Look through the data below for the string "down", and copy every line where it turns up.

## [Provided material]
● ● ● ● ●
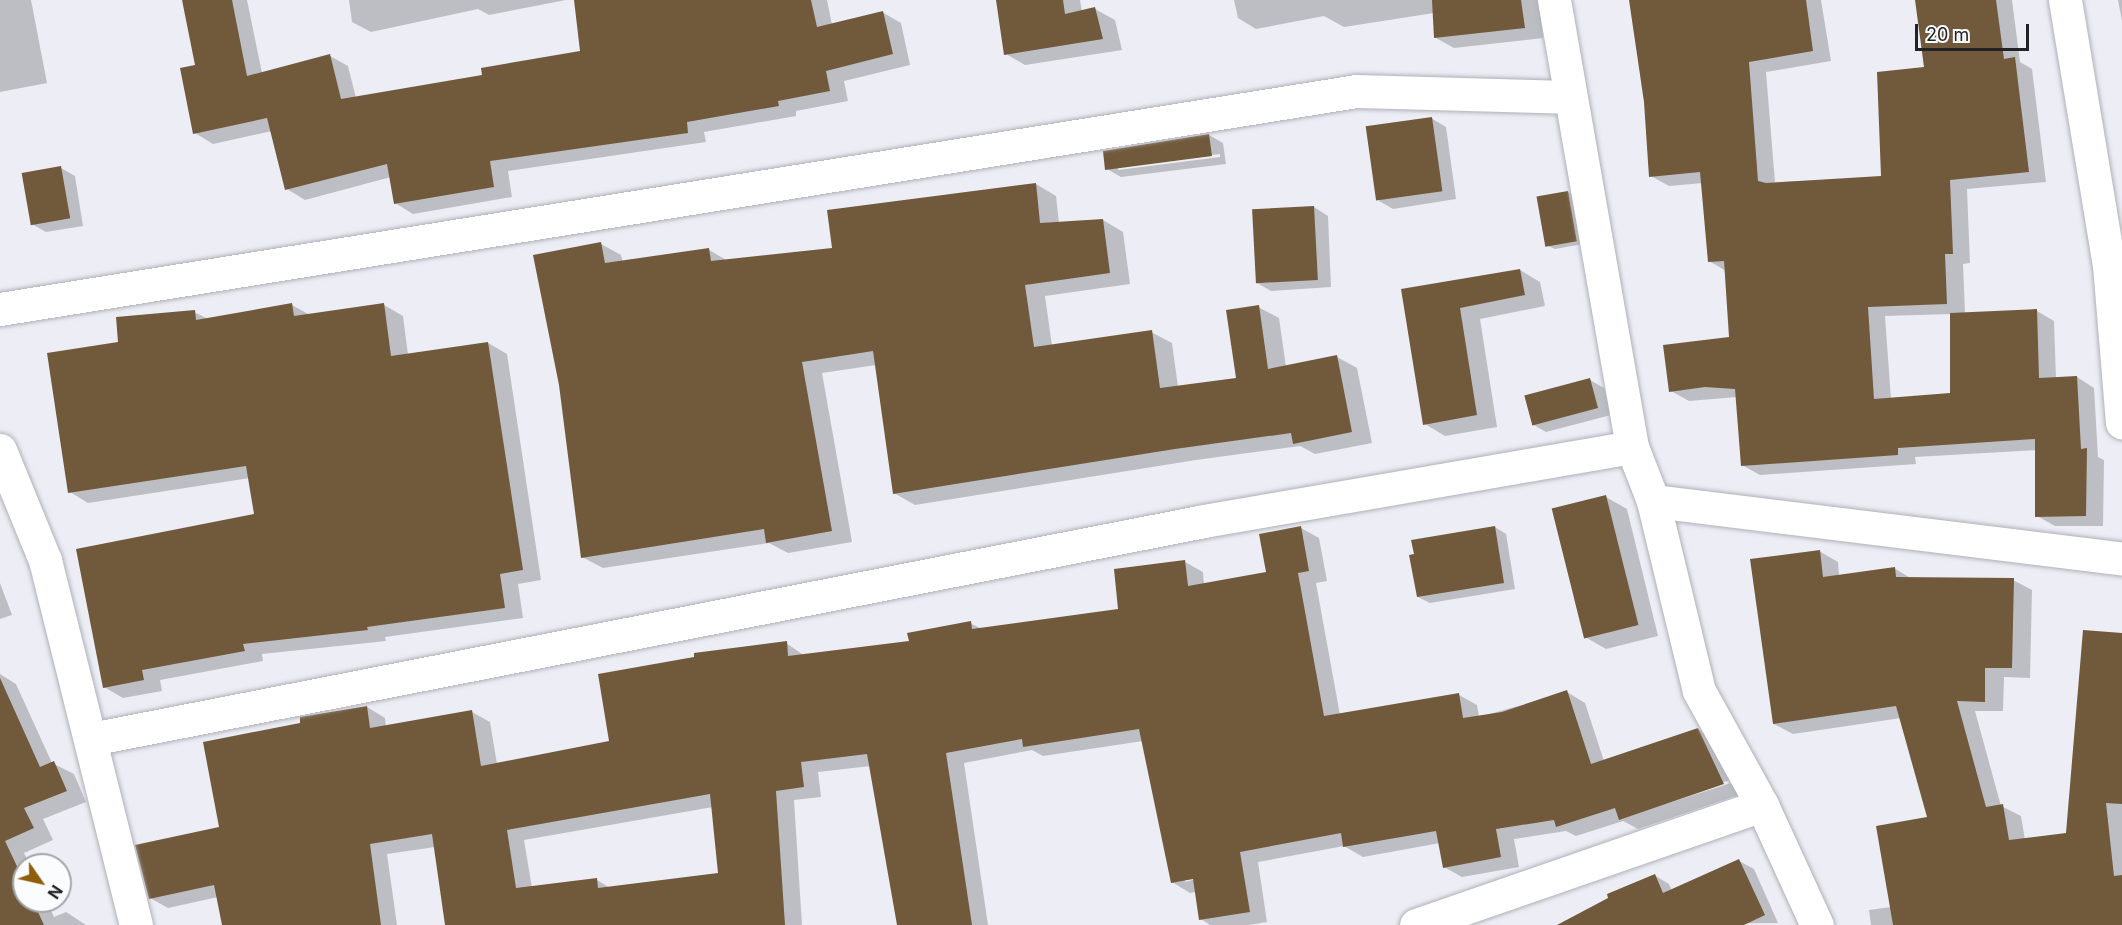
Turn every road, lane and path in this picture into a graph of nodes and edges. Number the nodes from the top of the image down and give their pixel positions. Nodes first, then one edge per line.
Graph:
1 (1554, 0) edge
2 (2065, 0) edge
3 (1568, 97) junction
4 (0, 309) edge
5 (2122, 422) edge
6 (1632, 447) junction
7 (0, 450) edge
8 (1653, 501) junction
9 (2122, 559) edge
10 (91, 739) junction
11 (1762, 804) junction
12 (136, 925) edge
13 (1416, 925) edge
14 (1816, 925) edge

1 - 3 street
2 - 5 street
3 - 4 street
3 - 6 street
6 - 8 street
6 - 10 street
7 - 10 street
8 - 9 street
8 - 11 street
10 - 12 street
11 - 13 street
11 - 14 street

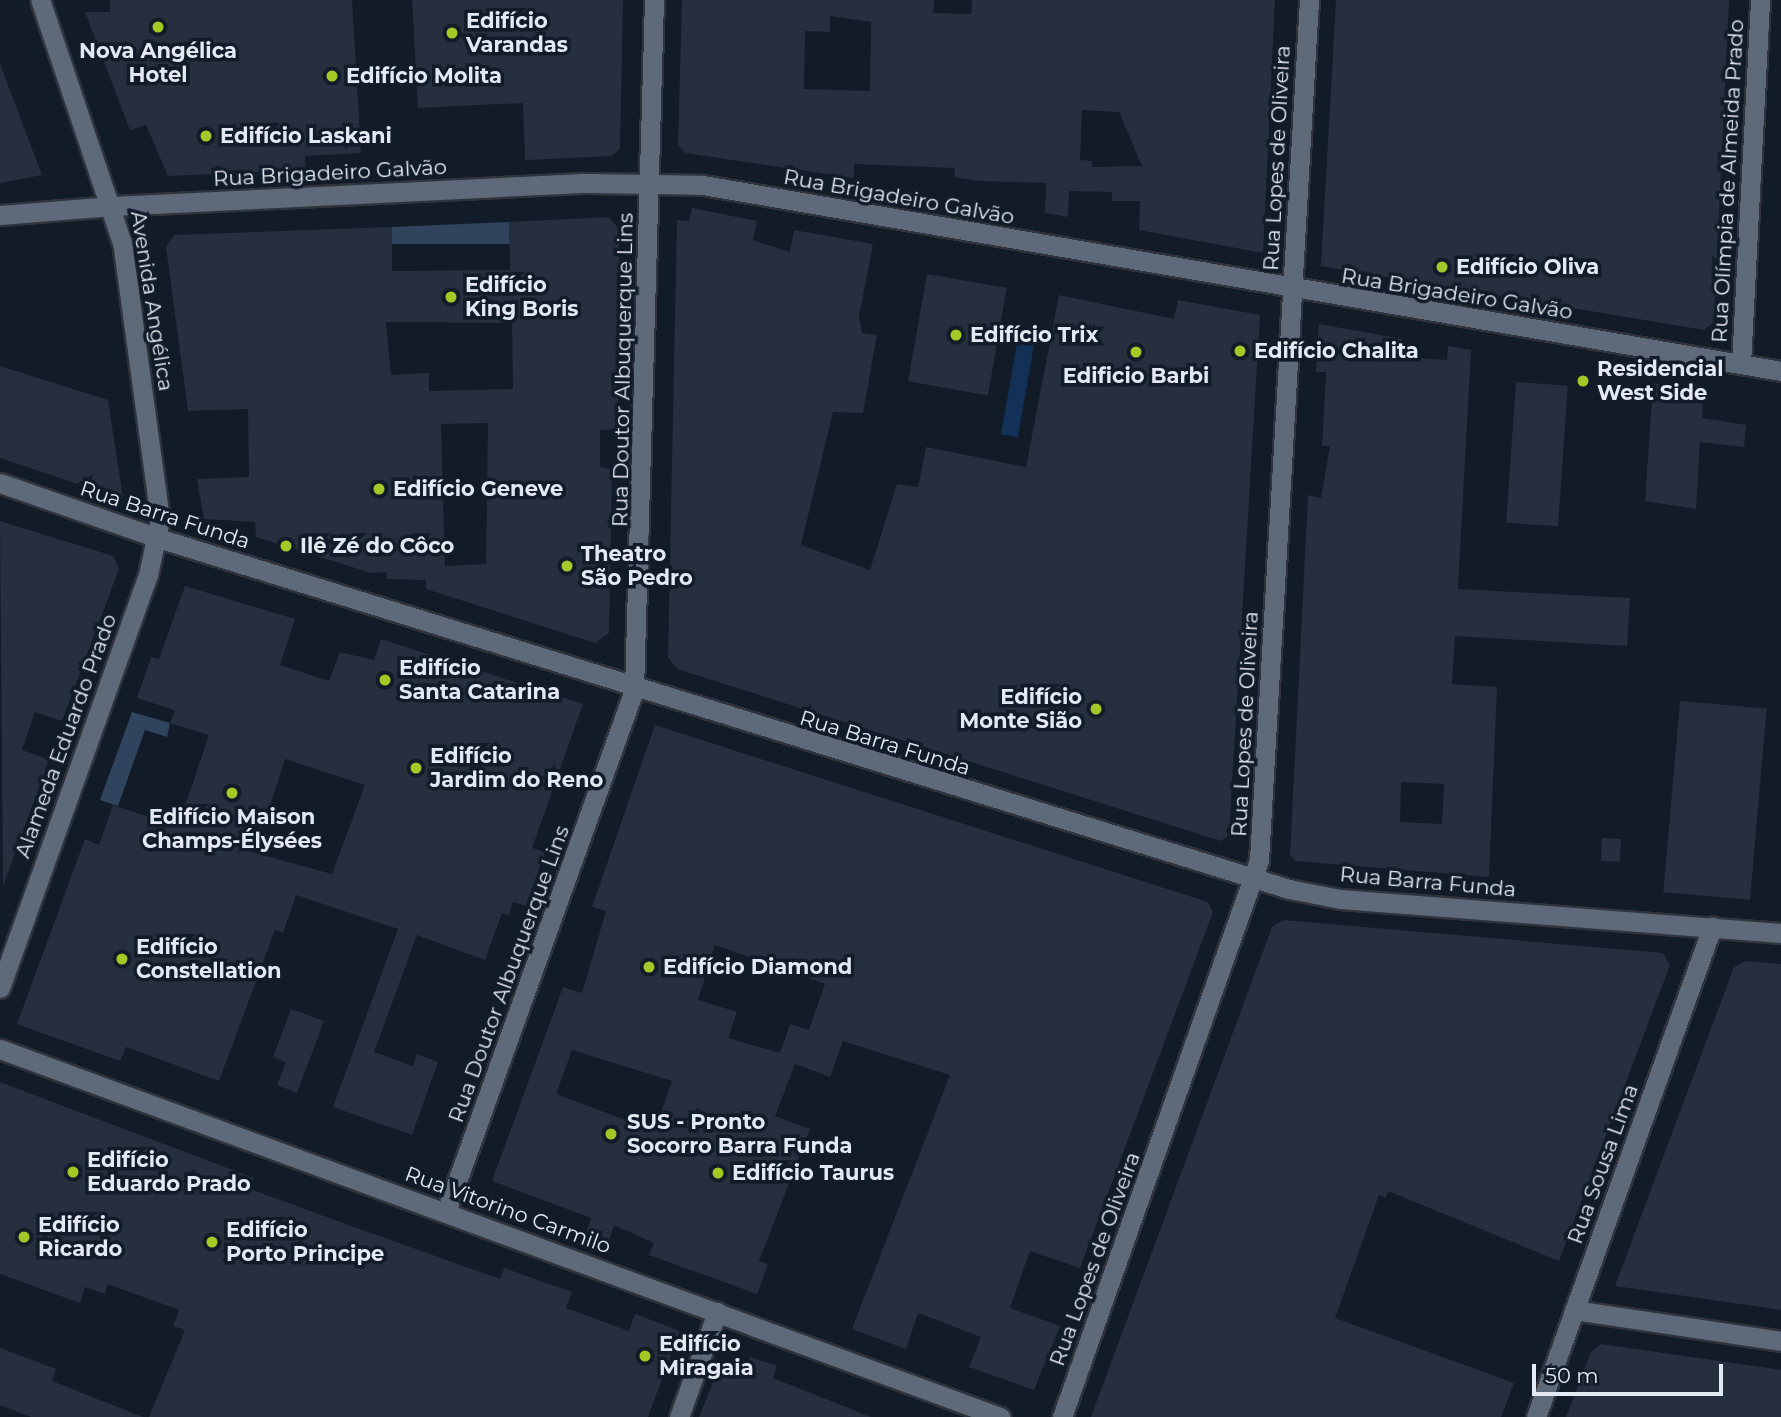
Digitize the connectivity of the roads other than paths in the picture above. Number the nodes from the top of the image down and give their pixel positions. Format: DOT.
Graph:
● ● ● ● ●
## [Written answer]
Turn every road, lane and path in this picture into a graph of nodes and edges. Number the nodes from the top of the image down and give their pixel positions. Nodes first, then one edge per line.
Digitize the connectivity of the roads other than paths in the picture above. Number the nodes from the top of the image down and give their pixel positions. Format: DOT.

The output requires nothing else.